**Goal of the exercise**
Return each of the entries below precisely, with no pictures in the result.

Stored data
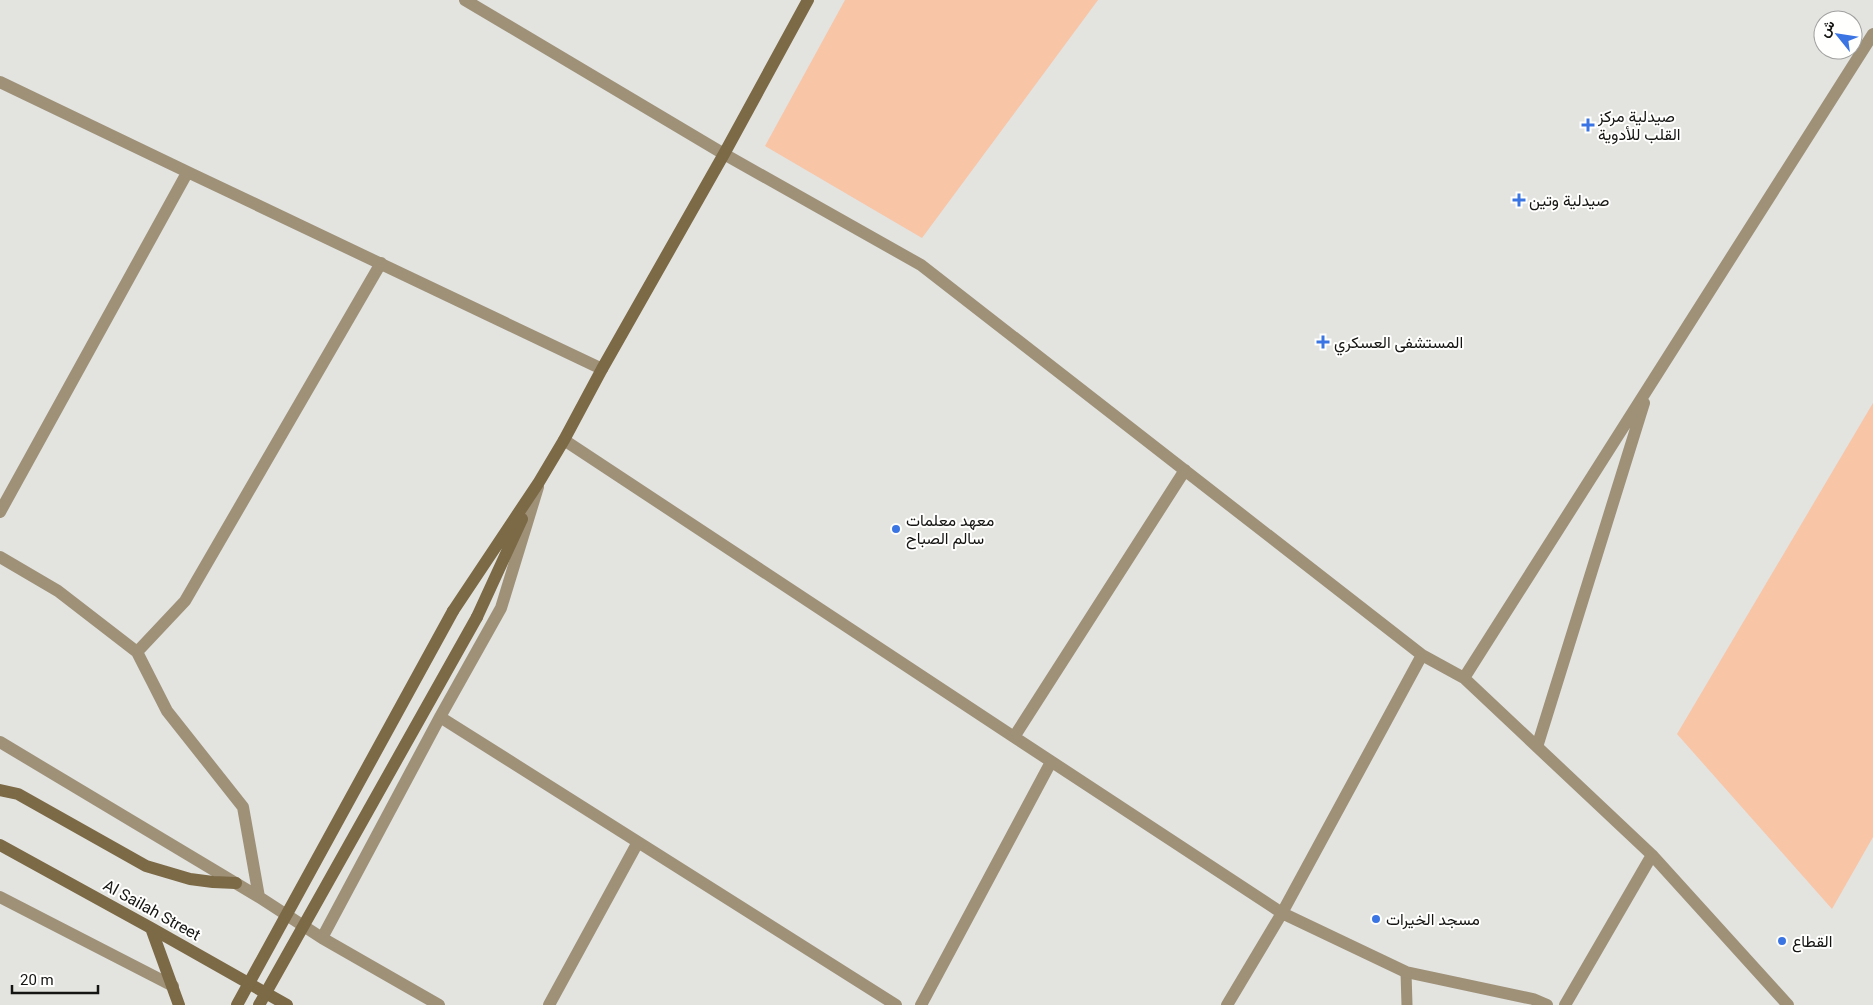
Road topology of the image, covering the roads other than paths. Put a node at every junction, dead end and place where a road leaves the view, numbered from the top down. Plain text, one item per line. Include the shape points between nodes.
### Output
1 (466, 0) edge
2 (808, 0) edge
3 (1873, 34) edge
4 (0, 82) edge
5 (724, 154) junction
6 (187, 173) junction
7 (381, 263) junction
8 (602, 369) junction
9 (1649, 386) junction
10 (564, 440) junction
11 (1185, 470) junction
12 (539, 482) junction
13 (0, 512) edge
14 (0, 557) edge
15 (137, 652) junction
16 (1422, 655) junction
17 (1464, 678) junction
18 (440, 717) junction
19 (1014, 737) junction
20 (0, 742) edge
21 (1537, 747) junction
22 (1051, 762) junction
23 (0, 790) edge
24 (638, 842) junction
25 (0, 846) edge
26 (1652, 855) junction
27 (236, 883) junction
28 (0, 897) edge
29 (259, 897) junction
30 (1282, 913) junction
31 (151, 928) junction
32 (322, 938) junction
33 (1406, 972) junction
34 (173, 986) junction
35 (179, 1005) edge
36 (237, 1005) edge
37 (259, 1005) edge
38 (287, 1005) edge
39 (439, 1005) edge
40 (549, 1005) edge
41 (896, 1005) edge
42 (921, 1005) edge
43 (1227, 1005) edge
44 (1407, 1005) edge
45 (1547, 1005) edge
46 (1565, 1005) edge
47 (1788, 1005) edge

1 - 5 street
2 - 5 street
3 - 9 street
4 - 6 street
5 - 8 street
5 - 11 street via 921,265
6 - 7 street
6 - 13 street
7 - 8 street
7 - 15 street via 185,600
8 - 10 street
9 - 17 street
9 - 21 street
10 - 12 street
10 - 19 street
11 - 16 street
11 - 19 street
12 - 18 street via 501,608
12 - 36 street, bridge via 453,611
12 - 37 street, bridge via 477,617
14 - 15 street via 58,591
15 - 29 street via 167,711 243,808
16 - 17 street
16 - 30 street
17 - 21 street
18 - 24 street
18 - 32 street
19 - 22 street
20 - 27 street
21 - 26 street
22 - 30 street
22 - 42 street
23 - 27 street via 18,794 146,866 190,879
24 - 40 street
24 - 41 street
25 - 31 street, Al Sailah Street
26 - 46 street
26 - 47 street
27 - 29 street
28 - 34 street
29 - 32 street
30 - 33 street
30 - 43 street
31 - 34 street
31 - 38 street, Al Sailah Street
32 - 39 street
33 - 44 lane
33 - 45 street via 1533,999
34 - 35 street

**Solution to this problem**
Road topology of the image, covering the roads other than paths. Put a node at every junction, dead end and place where a road leaves the view, numbered from the top down. Plain text, one item per line. Include the shape points between nodes.
### Output
1 (466, 0) edge
2 (808, 0) edge
3 (1873, 34) edge
4 (0, 82) edge
5 (724, 154) junction
6 (187, 173) junction
7 (381, 263) junction
8 (602, 369) junction
9 (1649, 386) junction
10 (564, 440) junction
11 (1185, 470) junction
12 (539, 482) junction
13 (0, 512) edge
14 (0, 557) edge
15 (137, 652) junction
16 (1422, 655) junction
17 (1464, 678) junction
18 (440, 717) junction
19 (1014, 737) junction
20 (0, 742) edge
21 (1537, 747) junction
22 (1051, 762) junction
23 (0, 790) edge
24 (638, 842) junction
25 (0, 846) edge
26 (1652, 855) junction
27 (236, 883) junction
28 (0, 897) edge
29 (259, 897) junction
30 (1282, 913) junction
31 (151, 928) junction
32 (322, 938) junction
33 (1406, 972) junction
34 (173, 986) junction
35 (179, 1005) edge
36 (237, 1005) edge
37 (259, 1005) edge
38 (287, 1005) edge
39 (439, 1005) edge
40 (549, 1005) edge
41 (896, 1005) edge
42 (921, 1005) edge
43 (1227, 1005) edge
44 (1407, 1005) edge
45 (1547, 1005) edge
46 (1565, 1005) edge
47 (1788, 1005) edge

1 - 5 street
2 - 5 street
3 - 9 street
4 - 6 street
5 - 8 street
5 - 11 street via 921,265
6 - 7 street
6 - 13 street
7 - 8 street
7 - 15 street via 185,600
8 - 10 street
9 - 17 street
9 - 21 street
10 - 12 street
10 - 19 street
11 - 16 street
11 - 19 street
12 - 18 street via 501,608
12 - 36 street, bridge via 453,611
12 - 37 street, bridge via 477,617
14 - 15 street via 58,591
15 - 29 street via 167,711 243,808
16 - 17 street
16 - 30 street
17 - 21 street
18 - 24 street
18 - 32 street
19 - 22 street
20 - 27 street
21 - 26 street
22 - 30 street
22 - 42 street
23 - 27 street via 18,794 146,866 190,879
24 - 40 street
24 - 41 street
25 - 31 street, Al Sailah Street
26 - 46 street
26 - 47 street
27 - 29 street
28 - 34 street
29 - 32 street
30 - 33 street
30 - 43 street
31 - 34 street
31 - 38 street, Al Sailah Street
32 - 39 street
33 - 44 lane
33 - 45 street via 1533,999
34 - 35 street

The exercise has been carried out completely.